The Peel Trident, unveiled in 1964, held the title of the world’s smallest car. Created by Peel Engineering Company on the Isle of Man, this fuel-efficient vehicle seated two people and had a top speed of 28 mph.
The Trident, along with its sister microcar, the P50, represented the second generation of microcars and benefited from the company’s expertise in working with fiberglass. The Peel Engineering Company had prior experience in producing small boats, sidecars, motorcycle fairings, and even a prototype hovercraft. They later developed a fiberglass prototype Mini for BMC.

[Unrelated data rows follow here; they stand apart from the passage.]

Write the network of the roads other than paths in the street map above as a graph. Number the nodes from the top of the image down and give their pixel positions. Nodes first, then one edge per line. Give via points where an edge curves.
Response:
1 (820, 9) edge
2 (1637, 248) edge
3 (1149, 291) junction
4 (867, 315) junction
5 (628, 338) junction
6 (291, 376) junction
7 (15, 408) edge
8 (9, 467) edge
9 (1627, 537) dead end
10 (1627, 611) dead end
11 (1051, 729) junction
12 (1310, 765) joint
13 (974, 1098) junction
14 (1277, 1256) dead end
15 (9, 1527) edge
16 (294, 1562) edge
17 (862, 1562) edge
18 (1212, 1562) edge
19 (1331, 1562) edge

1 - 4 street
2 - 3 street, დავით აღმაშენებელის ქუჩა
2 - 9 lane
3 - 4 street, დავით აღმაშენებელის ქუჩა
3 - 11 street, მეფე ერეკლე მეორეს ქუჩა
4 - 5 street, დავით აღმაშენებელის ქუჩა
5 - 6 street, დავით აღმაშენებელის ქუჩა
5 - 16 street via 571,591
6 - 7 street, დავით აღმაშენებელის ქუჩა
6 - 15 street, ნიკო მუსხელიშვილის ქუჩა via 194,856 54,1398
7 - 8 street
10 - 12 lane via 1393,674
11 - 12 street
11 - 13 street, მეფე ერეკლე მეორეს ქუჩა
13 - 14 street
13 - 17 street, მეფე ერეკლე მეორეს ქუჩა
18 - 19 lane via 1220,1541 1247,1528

Unique to the Isle of Man, the Peel P50 and Trident are the only vehicles ever built there. The Trident’s design is often described as space-age, reminiscent of the Jetsons cartoon, featuring a large bubble-like dome roof, excellent visibility through a Perspex dome, a flat glass windshield with a wiper, and seating for two.
Steering is done with a traditional steering wheel, controlling the two coil-sprung, undamped front wheels. The single rear wheel is centrally located and powered by a German DKW 49cc single-cylinder two-stroke engine with 4.2 hp. The three-wheel configuration allowed the Trident to be registered as a motorcycle, resulting in lower tax and insurance costs. It could be driven by anyone with a motorcycle license, eliminating the need for a separate automobile license.
To enter or exit the Trident, the top section of the clamshell body flips forward, allowing the driver to climb in and then close it overhead. The car is equipped with twin headlights and offers a small cargo compartment behind the seats for limited storage.
Approximately 86 Peel Tridents were produced, but the car gained celebrity status through appearances on television shows like Top Gear, Top Gear USA, Monster Garage, and Dragons’ Den.